JACKSON, Miss. (AP) - The Mississippi Department of Human Services is asking for an additional $12 million next budget year to continue with reforms mandated by the settlement of a decade-old federal lawsuit over how the state cares for abused and neglected children in the state’s foster care system.

This week, the state of Mississippi and an attorney for the plaintiffs filed in federal court an agreement setting forth the steps the state will take over the next several years to implement the requirements under the modified settlement agreement.

Children’s Rights, a New York-based children advocacy group, filed in the original lawsuit the 2004 lawsuit that resulted in the 2008 agreement. It is no longer involved in the case. Marcia Robinson Lowry, a former attorney with Children’s Rights, represents the plaintiffs.

The lawsuit alleged caseworkers were poorly trained and overworked and the state had a shortage of safe foster homes. Some of the state’s 3,500 foster children have been sexually abused and denied adequate medical care, the lawsuit said.

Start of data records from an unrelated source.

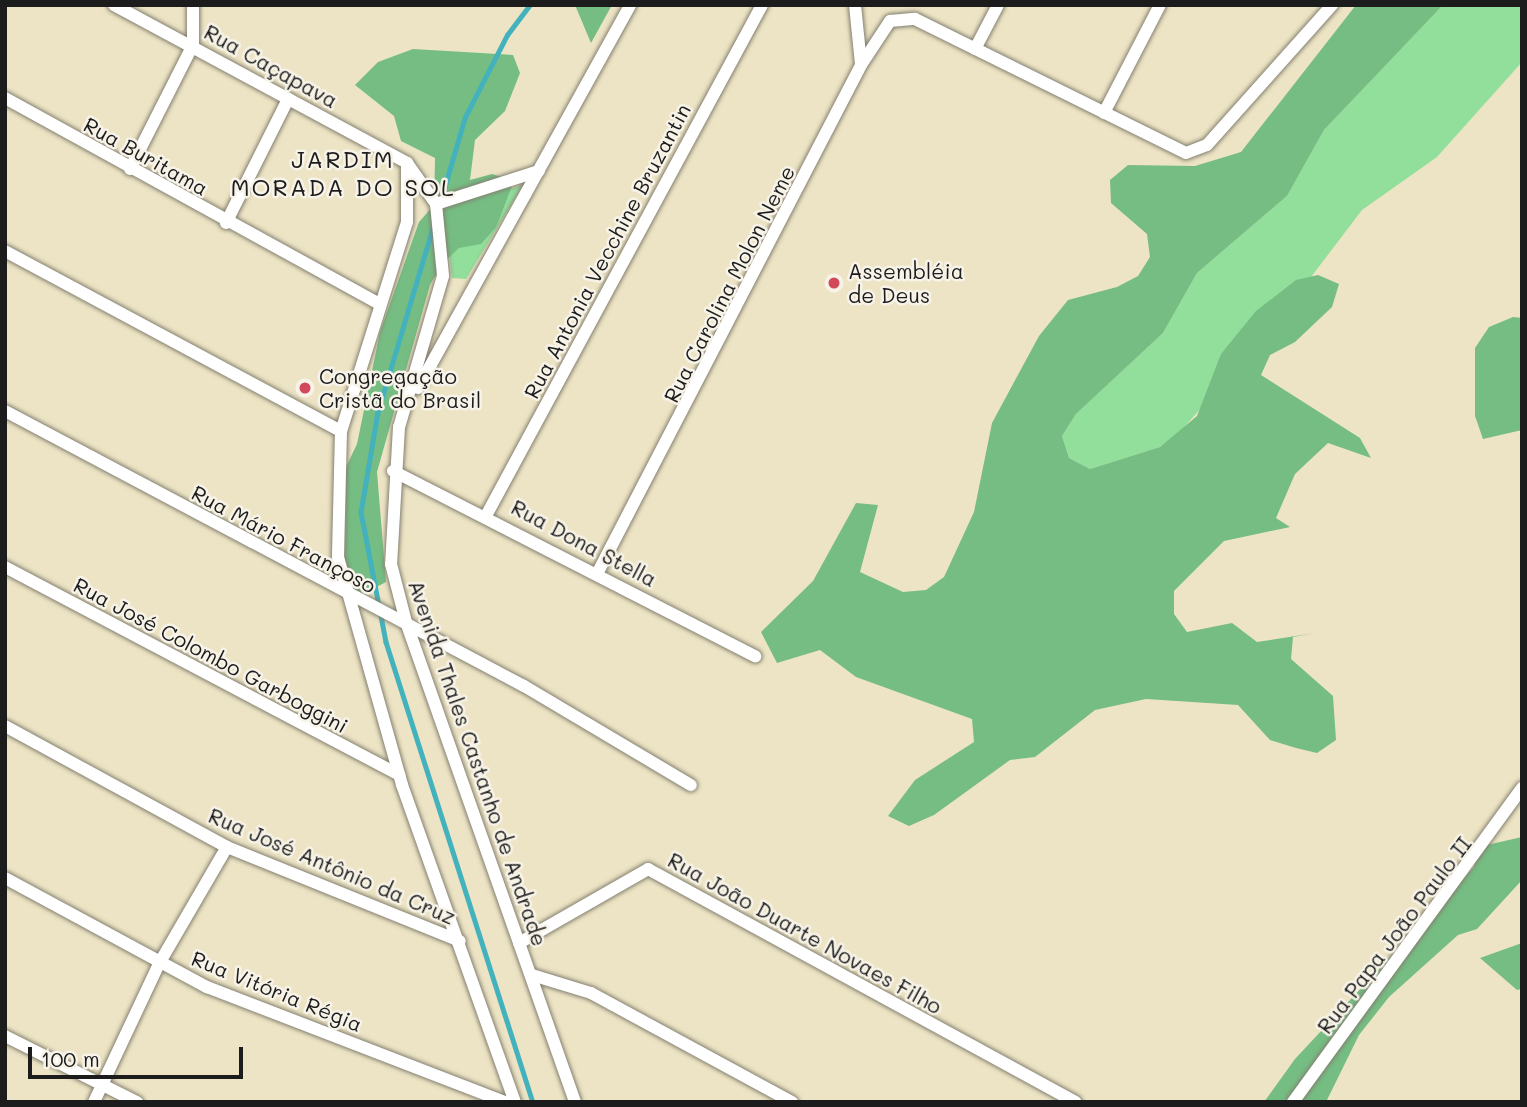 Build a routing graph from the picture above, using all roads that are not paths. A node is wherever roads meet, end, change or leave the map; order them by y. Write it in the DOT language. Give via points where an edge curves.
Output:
graph roads {
  1 [pos="114,5"];
  2 [pos="193,5"];
  3 [pos="630,5"];
  4 [pos="762,5"];
  5 [pos="855,5"];
  6 [pos="998,5"];
  7 [pos="1160,5"];
  8 [pos="1332,5"];
  9 [pos="193,45"];
  10 [pos="975,49"];
  11 [pos="861,65"];
  12 [pos="5,98"];
  13 [pos="288,99"];
  14 [pos="1104,113"];
  15 [pos="407,163"];
  16 [pos="130,169"];
  17 [pos="539,171"];
  18 [pos="436,204"];
  19 [pos="226,223"];
  20 [pos="5,251"];
  21 [pos="380,304"];
  22 [pos="5,411"];
  23 [pos="399,427"];
  24 [pos="341,431"];
  25 [pos="393,471"];
  26 [pos="487,514"];
  27 [pos="5,567"];
  28 [pos="598,572"];
  29 [pos="343,592"];
  30 [pos="405,622"];
  31 [pos="755,656"];
  32 [pos="5,726"];
  33 [pos="399,775"];
  34 [pos="691,785"];
  35 [pos="1522,788"];
  36 [pos="228,847"];
  37 [pos="5,878"];
  38 [pos="460,941"];
  39 [pos="519,943"];
  40 [pos="160,962"];
  41 [pos="532,975"];
  42 [pos="5,1035"];
  43 [pos="100,1086"];
  44 [pos="94,1102"];
  45 [pos="136,1102"];
  46 [pos="505,1102"];
  47 [pos="515,1102"];
  48 [pos="575,1102"];
  49 [pos="792,1102"];
  50 [pos="1076,1102"];
  51 [pos="1293,1102"];
  1 -- 9 [label="street, Rua Caçapava"];
  2 -- 9 [label="street"];
  3 -- 17 [label="street"];
  4 -- 26 [label="street, Rua Antonia Vecchine Bruzantin"];
  5 -- 11 [label="street"];
  6 -- 10 [label="street"];
  7 -- 14 [label="street"];
  8 -- 14 [label="street" via="1198,151 1174,150"];
  9 -- 13 [label="street, Rua Caçapava"];
  9 -- 16 [label="street"];
  10 -- 11 [label="street, Rua Carolina Molon Neme" via="915,19 896,17"];
  10 -- 14 [label="street"];
  11 -- 28 [label="street, Rua Carolina Molon Neme"];
  12 -- 16 [label="street, Rua Buritama"];
  13 -- 15 [label="street, Rua Caçapava"];
  13 -- 19 [label="street"];
  15 -- 18 [label="street, Avenida Thales Castanho de Andrade"];
  15 -- 21 [label="street" via="407,222"];
  16 -- 19 [label="street, Rua Buritama"];
  17 -- 18 [label="street"];
  17 -- 23 [label="street"];
  18 -- 23 [label="street, Avenida Thales Castanho de Andrade" via="443,276"];
  19 -- 21 [label="street, Rua Buritama"];
  20 -- 24 [label="street"];
  21 -- 24 [label="street"];
  22 -- 29 [label="street, Rua Mário Françoso"];
  23 -- 25 [label="street, Avenida Thales Castanho de Andrade"];
  24 -- 29 [label="street" via="337,499"];
  25 -- 26 [label="street, Rua Dona Stella"];
  25 -- 30 [label="street, Avenida Thales Castanho de Andrade" via="391,564"];
  26 -- 28 [label="street, Rua Dona Stella"];
  27 -- 33 [label="street, Rua José Colombo Garboggini"];
  28 -- 31 [label="street, Rua Dona Stella"];
  29 -- 30 [label="street, Rua Mário Françoso"];
  29 -- 33 [label="street"];
  30 -- 34 [label="street, Rua Mário Françoso"];
  30 -- 39 [label="street, Avenida Thales Castanho de Andrade"];
  32 -- 36 [label="street, Rua José Antônio da Cruz"];
  33 -- 38 [label="street"];
  35 -- 51 [label="street, Rua Papa João Paulo II"];
  36 -- 38 [label="street, Rua José Antônio da Cruz"];
  36 -- 40 [label="street"];
  37 -- 40 [label="street, Rua Vitória Régia"];
  38 -- 47 [label="street"];
  39 -- 41 [label="street, Avenida Thales Castanho de Andrade"];
  39 -- 50 [label="street, Rua João Duarte Novaes Filho" via="648,869"];
  40 -- 43 [label="street"];
  40 -- 46 [label="street, Rua Vitória Régia" via="206,987"];
  41 -- 48 [label="street, Avenida Thales Castanho de Andrade"];
  41 -- 49 [label="street" via="591,993"];
  42 -- 43 [label="street"];
  43 -- 44 [label="street"];
  43 -- 45 [label="street"];
} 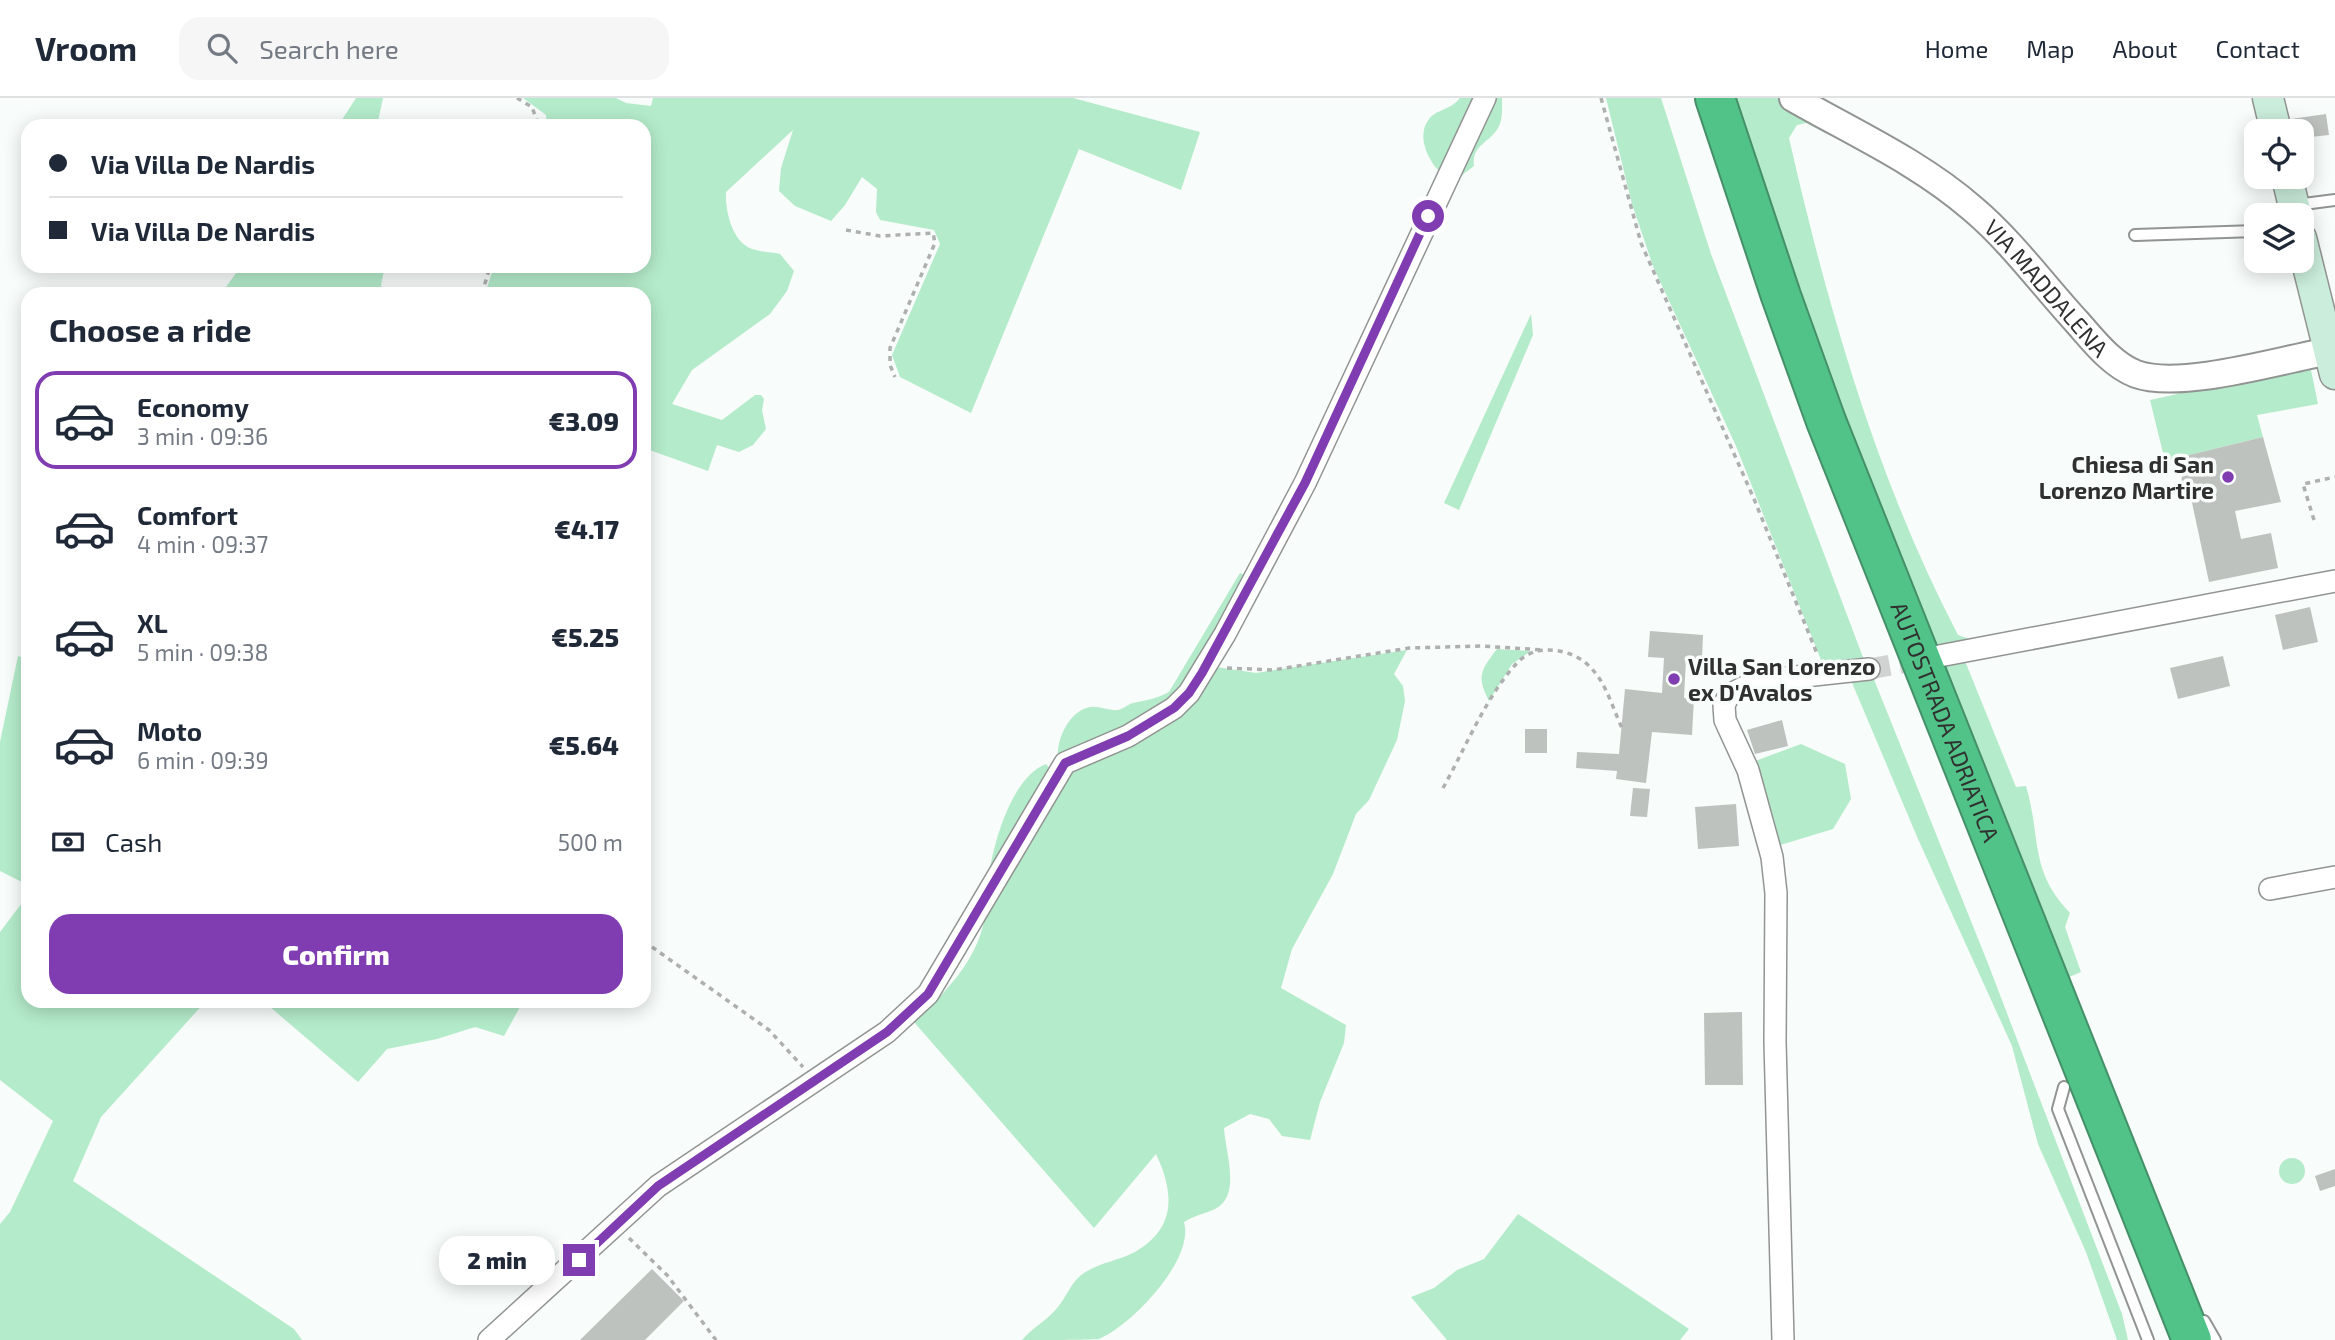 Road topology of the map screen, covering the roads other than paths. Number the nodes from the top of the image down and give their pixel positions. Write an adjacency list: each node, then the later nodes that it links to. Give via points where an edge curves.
1 (1485, 98): 20 (street, via 1305,483 1189,693 1174,708 1128,736 1065,763 928,994 887,1032 658,1186)
2 (1689, 98): 18 (highway, AUTOSTRADA ADRIATICA, via 1802,430)
3 (1715, 98): 18 (highway, AUTOSTRADA ADRIATICA, via 1826,421)
4 (1793, 98): 12 (street, VIA MADDALENA, via 1914,164 1948,188 1976,211 2096,343 2136,374 2186,378)
5 (2269, 98): 6 (main road)
6 (2273, 119)
7 (2292, 199): 8 (lane)
8 (2335, 200)
9 (2244, 231): 10 (lane)
10 (2135, 235)
11 (2310, 273): 12 (main road)
12 (2332, 362)
13 (2335, 582): 14 (street)
14 (1934, 657)
15 (1869, 669): 21 (street, via 1777,679 1745,687 1729,695 1724,705 1725,720 1762,813 1775,881)
16 (2335, 877): 17 (street)
17 (2270, 889)
18 (2087, 1086): 19 (highway, AUTOSTRADA ADRIATICA); 22 (lane, via 2058,1109); 23 (highway, AUTOSTRADA ADRIATICA)
19 (2196, 1327): 24 (lane)
20 (489, 1340)
21 (1783, 1340)
22 (2148, 1340)
23 (2165, 1340)
24 (2215, 1340) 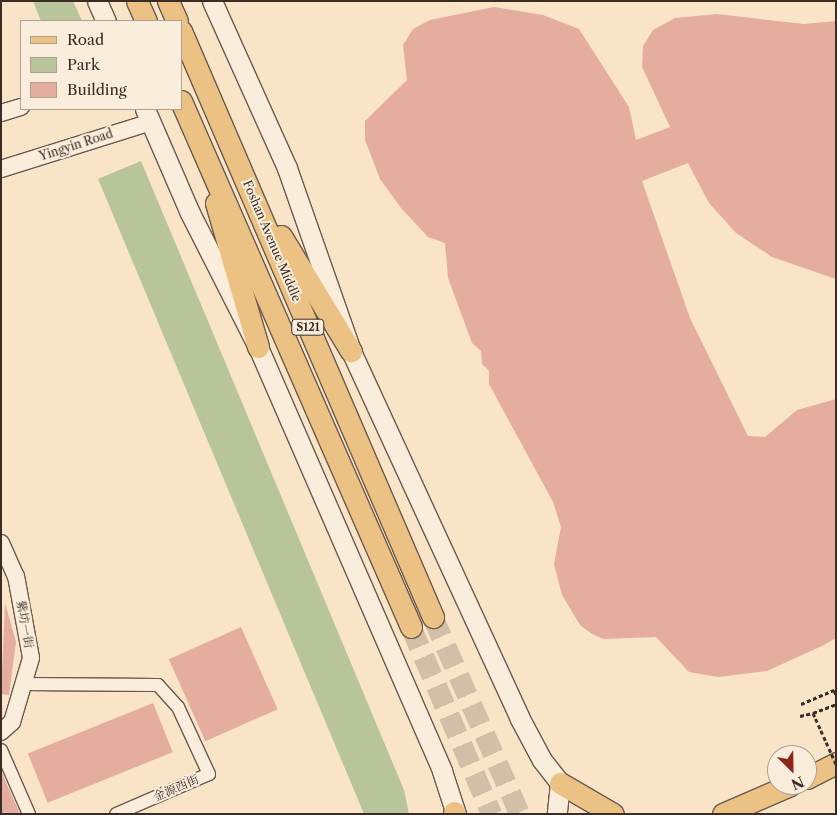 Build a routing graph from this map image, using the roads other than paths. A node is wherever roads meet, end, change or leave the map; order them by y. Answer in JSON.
{"nodes":[{"id":1,"x":97,"y":1,"type":"edge"},
{"id":2,"x":137,"y":1,"type":"edge"},
{"id":3,"x":168,"y":1,"type":"edge"},
{"id":4,"x":212,"y":1,"type":"edge"},
{"id":5,"x":106,"y":20,"type":"edge"},
{"id":6,"x":146,"y":20,"type":"edge"},
{"id":7,"x":177,"y":20,"type":"edge"},
{"id":8,"x":182,"y":33,"type":"edge"},
{"id":9,"x":182,"y":103,"type":"edge"},
{"id":10,"x":20,"y":107,"type":"edge"},
{"id":11,"x":1,"y":113,"type":"edge"},
{"id":12,"x":148,"y":115,"type":"edge"},
{"id":13,"x":230,"y":143,"type":"junction"},
{"id":14,"x":204,"y":151,"type":"junction"},
{"id":15,"x":1,"y":169,"type":"edge"},
{"id":16,"x":258,"y":347,"type":"junction"},
{"id":17,"x":351,"y":351,"type":"junction"},
{"id":18,"x":1,"y":543,"type":"edge"},
{"id":19,"x":433,"y":617,"type":"tunnel mouth"},
{"id":20,"x":412,"y":627,"type":"tunnel mouth"},
{"id":21,"x":23,"y":684,"type":"junction"},
{"id":22,"x":1,"y":732,"type":"edge"},
{"id":23,"x":1,"y":750,"type":"edge"},
{"id":24,"x":836,"y":764,"type":"edge"},
{"id":25,"x":817,"y":773,"type":"edge"},
{"id":26,"x":560,"y":783,"type":"junction"},
{"id":27,"x":767,"y":795,"type":"edge"},
{"id":28,"x":455,"y":813,"type":"edge"},
{"id":29,"x":724,"y":813,"type":"edge"},
{"id":30,"x":29,"y":814,"type":"edge"},
{"id":31,"x":116,"y":814,"type":"edge"},
{"id":32,"x":557,"y":814,"type":"edge"},
{"id":33,"x":613,"y":814,"type":"edge"},
{"id":34,"x":718,"y":814,"type":"edge"}],
"edges":[{"from":1,"to":5,"type":"main road"},
{"from":2,"to":6,"type":"main road"},
{"from":3,"to":7,"type":"main road"},
{"from":4,"to":17,"type":"main road"},
{"from":8,"to":13,"type":"main road","name":"Foshan Avenue Middle","number":"S121"},
{"from":9,"to":14,"type":"main road","number":"S121"},
{"from":10,"to":11,"type":"street"},
{"from":12,"to":15,"type":"street","name":"Yingyin Road"},
{"from":12,"to":16,"type":"main road"},
{"from":13,"to":17,"type":"main road"},
{"from":13,"to":19,"type":"main road","name":"Foshan Avenue Middle","number":"S121"},
{"from":14,"to":16,"type":"main road"},
{"from":14,"to":20,"type":"main road","number":"S121"},
{"from":16,"to":28,"type":"main road"},
{"from":17,"to":26,"type":"main road"},
{"from":18,"to":21,"type":"street","name":"紫坊一街"},
{"from":21,"to":22,"type":"street","name":"紫坊一街"},
{"from":21,"to":31,"type":"street","name":"金源西街"},
{"from":23,"to":30,"type":"street"},
{"from":24,"to":25,"type":"main road"},
{"from":26,"to":32,"type":"main road"},
{"from":26,"to":33,"type":"main road"},
{"from":27,"to":29,"type":"main road"},
{"from":29,"to":34,"type":"main road"}]}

The lawsuit alleged dangerously high caseloads, untrained caseworkers, a shortage of foster homes, and a widespread failure to provide basic health care services. A modified settlement agreement, approved in 2012, contained an action plan to address the state’s consistent failure to meet court-ordered performance standards.

However, Children’s Rights said an independent monitor determined the state was making some progress, but moving too slow in meeting goals outlined in the settlement.

The monitor was unable to make any findings about performance in approximately one third of the 33 statewide requirements because of concerns about data reliability or completeness. In the 23 areas where performance could be assessed, the Department of Human Services Division of Family and Children Services only met or exceeded portions of 10 of the requirements.

“It is deeply concerning that, ten years into this effort, the agency’s capacity issues remain profound and progress has been so limited,” said Lowry.

Mississippi has improved its data management practices, and for the first time is able to accurately report on some aspects of its performance. However, the state has not been able to produce reliable data on caseworker caseloads statewide, a critical safety measure that indicates whether a state has the capacity to effectively supervise and ensure the well-being of all children in its care, according to the court filing.

During state budget hearings, Mississippi Department of Human Services Executive Director Rickey Berry said the state needs to spend an additional $12 million to meet requirements of the lawsuit. He also said the state has seen an increase of 450 children in foster care in the past year, with many of the children entering foster care because of drug use by their biological parents.

The state had a vacancy of about 150 social workers, Berry said.

Highlights of the agreement:

- The state will complete by May 15, 2015 a written strategy for executing performance-based contracts with foster care placement providers.

- By June 15, 2015, the state will provide the independent monitor with the scope of services that will be included in a request for proposals for emergency shelter providers.

- By Aug. 1, 2015, the state will issue a request for proposals for emergency shelter providers.

- By Oct. 1, 2015, the state will provide the independent court monitor with a scope of services that will be included in request for proposals for regular group home providers, therapeutic group home providers and therapeutic resource home providers.

- By Dec. 1, 2015, the state will sign performance-based contracts with emergency shelter providers.

- By March 1, 2016, the state will sign performance-based contracts with group home providers, therapeutic group home providers and therapeutic resource home providers.